**Data excerpts**
■ ■ ■ ■ ■ ■ ■

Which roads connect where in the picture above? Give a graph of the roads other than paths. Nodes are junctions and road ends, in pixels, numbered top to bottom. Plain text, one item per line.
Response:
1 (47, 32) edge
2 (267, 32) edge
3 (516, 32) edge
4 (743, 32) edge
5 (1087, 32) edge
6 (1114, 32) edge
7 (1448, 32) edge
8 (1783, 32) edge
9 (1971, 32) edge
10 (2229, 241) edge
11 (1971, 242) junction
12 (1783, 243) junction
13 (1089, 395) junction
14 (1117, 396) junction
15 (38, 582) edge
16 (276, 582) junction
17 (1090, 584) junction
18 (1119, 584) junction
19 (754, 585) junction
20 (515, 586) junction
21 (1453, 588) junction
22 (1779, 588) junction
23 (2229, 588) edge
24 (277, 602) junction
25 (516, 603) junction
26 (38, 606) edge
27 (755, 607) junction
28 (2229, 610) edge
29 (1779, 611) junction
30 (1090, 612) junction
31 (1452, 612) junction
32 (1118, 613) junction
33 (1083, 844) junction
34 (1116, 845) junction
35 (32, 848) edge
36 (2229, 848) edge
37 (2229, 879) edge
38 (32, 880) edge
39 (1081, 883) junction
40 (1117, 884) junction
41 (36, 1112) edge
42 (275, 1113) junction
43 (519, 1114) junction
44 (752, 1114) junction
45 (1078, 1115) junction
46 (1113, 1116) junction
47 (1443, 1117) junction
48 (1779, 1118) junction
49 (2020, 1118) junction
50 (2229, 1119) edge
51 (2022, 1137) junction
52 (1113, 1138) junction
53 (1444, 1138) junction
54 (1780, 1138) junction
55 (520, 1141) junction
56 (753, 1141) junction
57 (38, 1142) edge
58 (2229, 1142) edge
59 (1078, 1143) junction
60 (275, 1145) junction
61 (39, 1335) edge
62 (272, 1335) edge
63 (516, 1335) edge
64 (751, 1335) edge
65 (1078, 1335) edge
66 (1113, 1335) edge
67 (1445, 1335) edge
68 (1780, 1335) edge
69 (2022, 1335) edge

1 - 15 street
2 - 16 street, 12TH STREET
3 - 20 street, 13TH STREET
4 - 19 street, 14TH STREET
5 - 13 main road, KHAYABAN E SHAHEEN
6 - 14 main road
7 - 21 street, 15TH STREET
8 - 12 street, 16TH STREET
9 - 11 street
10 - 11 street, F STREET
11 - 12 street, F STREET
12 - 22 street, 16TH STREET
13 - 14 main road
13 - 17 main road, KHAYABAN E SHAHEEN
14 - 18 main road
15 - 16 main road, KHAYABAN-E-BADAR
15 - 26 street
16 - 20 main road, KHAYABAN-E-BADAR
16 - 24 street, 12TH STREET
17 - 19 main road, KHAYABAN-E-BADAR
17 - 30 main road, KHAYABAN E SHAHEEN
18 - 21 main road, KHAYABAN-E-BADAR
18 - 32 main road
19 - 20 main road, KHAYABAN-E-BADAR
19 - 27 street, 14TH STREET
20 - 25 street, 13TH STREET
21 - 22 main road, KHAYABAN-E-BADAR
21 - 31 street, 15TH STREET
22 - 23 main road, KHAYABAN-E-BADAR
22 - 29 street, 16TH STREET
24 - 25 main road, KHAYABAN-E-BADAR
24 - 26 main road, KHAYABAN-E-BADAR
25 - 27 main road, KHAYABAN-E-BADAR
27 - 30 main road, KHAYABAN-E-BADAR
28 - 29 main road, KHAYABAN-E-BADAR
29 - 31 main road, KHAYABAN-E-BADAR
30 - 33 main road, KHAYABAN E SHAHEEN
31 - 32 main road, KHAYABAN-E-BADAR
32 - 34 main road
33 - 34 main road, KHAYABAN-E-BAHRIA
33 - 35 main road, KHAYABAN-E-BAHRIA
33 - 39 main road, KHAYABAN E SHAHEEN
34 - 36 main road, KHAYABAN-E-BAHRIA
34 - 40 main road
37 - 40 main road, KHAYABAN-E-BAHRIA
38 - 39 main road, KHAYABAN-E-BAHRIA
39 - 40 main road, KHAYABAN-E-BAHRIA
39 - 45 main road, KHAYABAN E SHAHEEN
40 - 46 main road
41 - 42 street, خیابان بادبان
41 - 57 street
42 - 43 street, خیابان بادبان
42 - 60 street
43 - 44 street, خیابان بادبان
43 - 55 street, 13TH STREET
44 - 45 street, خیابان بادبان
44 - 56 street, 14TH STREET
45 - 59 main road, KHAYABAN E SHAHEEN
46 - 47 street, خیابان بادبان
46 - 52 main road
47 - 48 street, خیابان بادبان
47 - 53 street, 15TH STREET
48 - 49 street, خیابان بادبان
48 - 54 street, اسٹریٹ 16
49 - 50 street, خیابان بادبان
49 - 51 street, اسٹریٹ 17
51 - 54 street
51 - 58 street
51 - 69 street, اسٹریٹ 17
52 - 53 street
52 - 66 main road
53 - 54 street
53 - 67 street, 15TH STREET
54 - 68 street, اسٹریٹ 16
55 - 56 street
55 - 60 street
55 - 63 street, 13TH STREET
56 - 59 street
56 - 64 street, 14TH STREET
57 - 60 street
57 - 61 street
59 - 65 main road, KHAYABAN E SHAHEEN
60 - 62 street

■ ■ ■ ■ ■ ■ ■

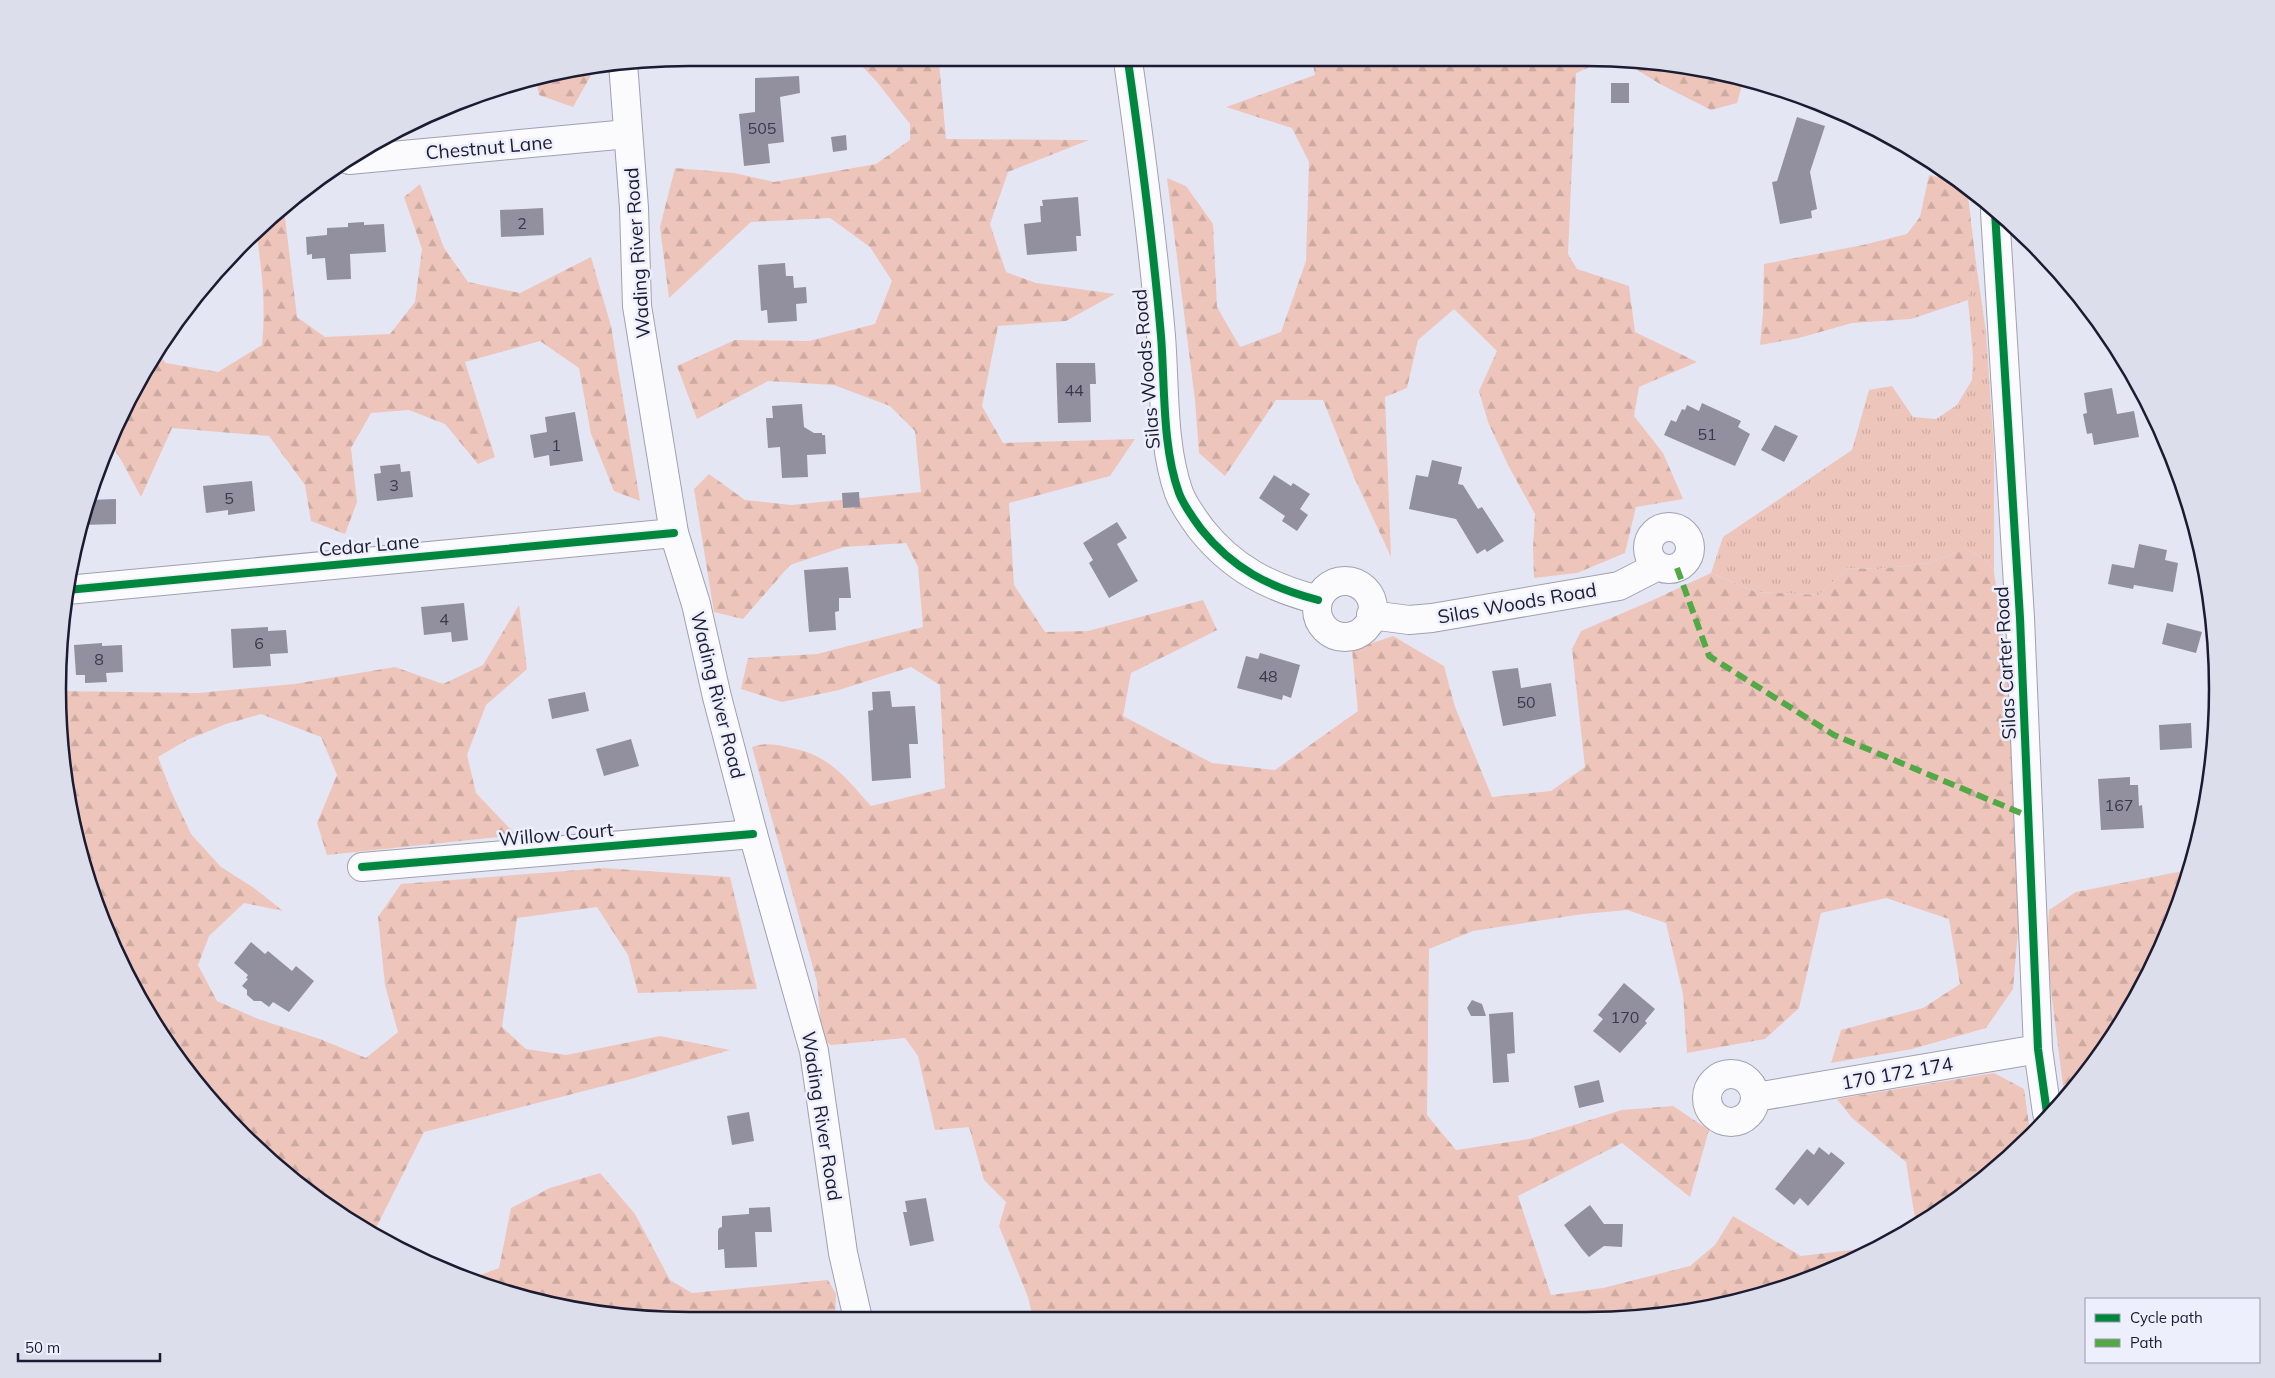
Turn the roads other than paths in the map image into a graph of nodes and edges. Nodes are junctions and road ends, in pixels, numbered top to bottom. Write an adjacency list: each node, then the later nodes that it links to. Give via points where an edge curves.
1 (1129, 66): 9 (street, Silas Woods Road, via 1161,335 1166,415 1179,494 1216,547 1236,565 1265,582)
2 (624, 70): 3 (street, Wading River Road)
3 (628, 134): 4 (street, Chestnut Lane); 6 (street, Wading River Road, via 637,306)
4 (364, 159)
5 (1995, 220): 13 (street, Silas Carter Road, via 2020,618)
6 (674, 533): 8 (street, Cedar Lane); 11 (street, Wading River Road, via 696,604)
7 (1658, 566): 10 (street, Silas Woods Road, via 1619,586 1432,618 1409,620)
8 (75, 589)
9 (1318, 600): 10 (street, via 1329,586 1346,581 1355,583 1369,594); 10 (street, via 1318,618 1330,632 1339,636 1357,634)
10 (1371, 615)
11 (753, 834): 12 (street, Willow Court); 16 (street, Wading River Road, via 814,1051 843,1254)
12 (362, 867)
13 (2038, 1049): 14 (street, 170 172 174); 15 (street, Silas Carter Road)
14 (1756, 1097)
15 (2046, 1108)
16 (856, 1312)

■ ■ ■ ■ ■ ■ ■

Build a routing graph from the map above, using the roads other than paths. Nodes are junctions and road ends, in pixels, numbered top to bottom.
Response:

■ ■ ■ ■ ■ ■ ■

**What to do**
The lines holding the word "above" are the answer. Find them in the entries and copy them.

**Response box**
Which roads connect where in the picture above? Give a graph of the roads other than paths. Nodes are junctions and road ends, in pixels, numbered top to bottom. Plain text, one item per line.
Build a routing graph from the map above, using the roads other than paths. Nodes are junctions and road ends, in pixels, numbered top to bottom.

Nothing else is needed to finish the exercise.